Le 18 juillet 1944, 17 nations alliées sont réunies. Leurs délégués représentent les pays en guerre avec le régime hitlérien. C'est Bretton Woods qui a été choisie, une petite ville de la Nouvelle-Angleterre au nord de Boston. Un havre paisible et bucolique accueille les travaux de ces diplomates. Au même moment, des batailles titanesques font rage au large de cette Amérique lointaine que la guerre a épargnée. Sans la moindre trêve, des centaines de milliers d'hommes périssent. A l'ouest, leurs corps sont engloutis dans les océans ou disparaissent dans la jungle d'îles aux noms aujourd'hui paradisiaques. A l'est, ils meurent en masse dans le bocage normand et la plaine lombarde. Une fois de plus, leur sang abreuve en flots continus les sillons d'une Pologne rendue exsangue par des années de combats sans pitié et par l'extermination barbare de populations civiles entières.

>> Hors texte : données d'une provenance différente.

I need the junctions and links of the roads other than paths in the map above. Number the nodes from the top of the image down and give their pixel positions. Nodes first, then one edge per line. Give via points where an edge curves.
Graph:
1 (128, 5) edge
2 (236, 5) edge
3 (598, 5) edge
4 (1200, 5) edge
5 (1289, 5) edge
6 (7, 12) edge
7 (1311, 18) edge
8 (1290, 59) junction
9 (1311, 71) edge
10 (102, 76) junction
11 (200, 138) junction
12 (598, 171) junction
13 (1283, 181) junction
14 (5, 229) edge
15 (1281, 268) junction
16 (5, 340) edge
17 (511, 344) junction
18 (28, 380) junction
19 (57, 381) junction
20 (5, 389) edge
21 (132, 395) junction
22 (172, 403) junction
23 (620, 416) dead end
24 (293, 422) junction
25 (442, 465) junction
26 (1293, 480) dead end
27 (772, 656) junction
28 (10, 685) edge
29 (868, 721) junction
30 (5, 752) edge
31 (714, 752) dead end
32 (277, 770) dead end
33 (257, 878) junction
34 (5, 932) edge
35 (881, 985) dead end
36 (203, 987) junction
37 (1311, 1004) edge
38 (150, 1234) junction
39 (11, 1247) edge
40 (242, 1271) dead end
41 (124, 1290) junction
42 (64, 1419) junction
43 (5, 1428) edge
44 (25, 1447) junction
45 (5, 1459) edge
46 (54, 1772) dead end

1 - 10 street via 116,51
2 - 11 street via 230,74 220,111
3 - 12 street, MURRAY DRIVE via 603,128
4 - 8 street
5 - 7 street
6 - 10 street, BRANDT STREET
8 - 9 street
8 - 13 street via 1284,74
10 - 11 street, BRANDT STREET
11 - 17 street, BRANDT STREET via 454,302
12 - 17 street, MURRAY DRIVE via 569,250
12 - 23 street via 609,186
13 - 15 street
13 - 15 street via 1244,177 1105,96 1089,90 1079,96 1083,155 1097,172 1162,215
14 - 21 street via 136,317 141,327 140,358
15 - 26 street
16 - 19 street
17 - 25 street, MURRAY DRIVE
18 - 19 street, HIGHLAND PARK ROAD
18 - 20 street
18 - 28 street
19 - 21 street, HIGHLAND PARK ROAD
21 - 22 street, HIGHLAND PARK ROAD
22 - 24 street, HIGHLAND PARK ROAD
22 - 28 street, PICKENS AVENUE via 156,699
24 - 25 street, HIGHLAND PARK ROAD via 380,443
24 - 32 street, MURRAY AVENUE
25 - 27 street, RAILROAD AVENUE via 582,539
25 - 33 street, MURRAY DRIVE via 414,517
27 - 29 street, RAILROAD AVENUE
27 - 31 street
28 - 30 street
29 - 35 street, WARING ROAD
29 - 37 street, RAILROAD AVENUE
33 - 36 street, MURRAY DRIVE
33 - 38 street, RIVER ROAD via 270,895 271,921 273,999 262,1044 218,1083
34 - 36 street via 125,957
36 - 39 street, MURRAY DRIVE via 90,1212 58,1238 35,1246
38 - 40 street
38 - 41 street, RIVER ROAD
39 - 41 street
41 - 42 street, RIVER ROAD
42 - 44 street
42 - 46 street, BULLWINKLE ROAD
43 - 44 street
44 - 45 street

Loin de ce tumulte apocalyptique, les participants à la Conférence de Bretton Woods doivent décider de la mise en place des organisations qui vont assurer les équilibres financiers et tes financements internationaux du monde brisé et meurtri de l'après-guerre qu'il va falloir relever de ses ruines. Ils se penchent sur les fonts baptismaux qui mettront en place la Banque mondiale et le Fonds monétaire international. Ce jour-là, Henri Morgenthau jr., ministre des Finances du gouvernement Roosevelt, s'emporte ; il dénonce un scandale, il accuse. La Banque pour les Règlements Internationaux (BRI), s'exclame-t-il, « est contrôlée par les Allemands ». Péremptoire, il conclut: « je veux insister sur le fait que je considère la BRI comme un instrument des nazis. »'
Comment pouvait-il en être autrement ? La BRI conduit toutes ses opérations de son siège situé à Bâle, en Suisse, c'est-à-dire dans un pays qui restera totalement isolé du monde libre pendant toute la guerre, un pays encerclé et de fait prisonnier des armées nazies et fascistes. « Banquier des Banquiers », comme on l'a parfois appelée, la BRI, pour l'essentiel de son activité, traite de transactions entre banques centrales. Pendant le conflit, ces transactions sont pratiquement toutes exécutées entre les banques centrales d'Europe continentale. Or c'est la Reichsbank à Berlin qui domine alors la scène financière européenne. Directement ou indirectement, les opérations conduites par la BRI concernent le Reich. L'Allemagne d'ailleurs ne cache pas l'importanee qu'elle accorde à la BRI. Dès novembre 1939, Emil Puhl, vice-président de la Reichsbank, l'homme fort de la banque, celui qui sera en liaison constante avec la banque de Bâle, écrivait : « La Reichsbank est intéressée à ce que la BRI continue à fonctionner sans interruption. »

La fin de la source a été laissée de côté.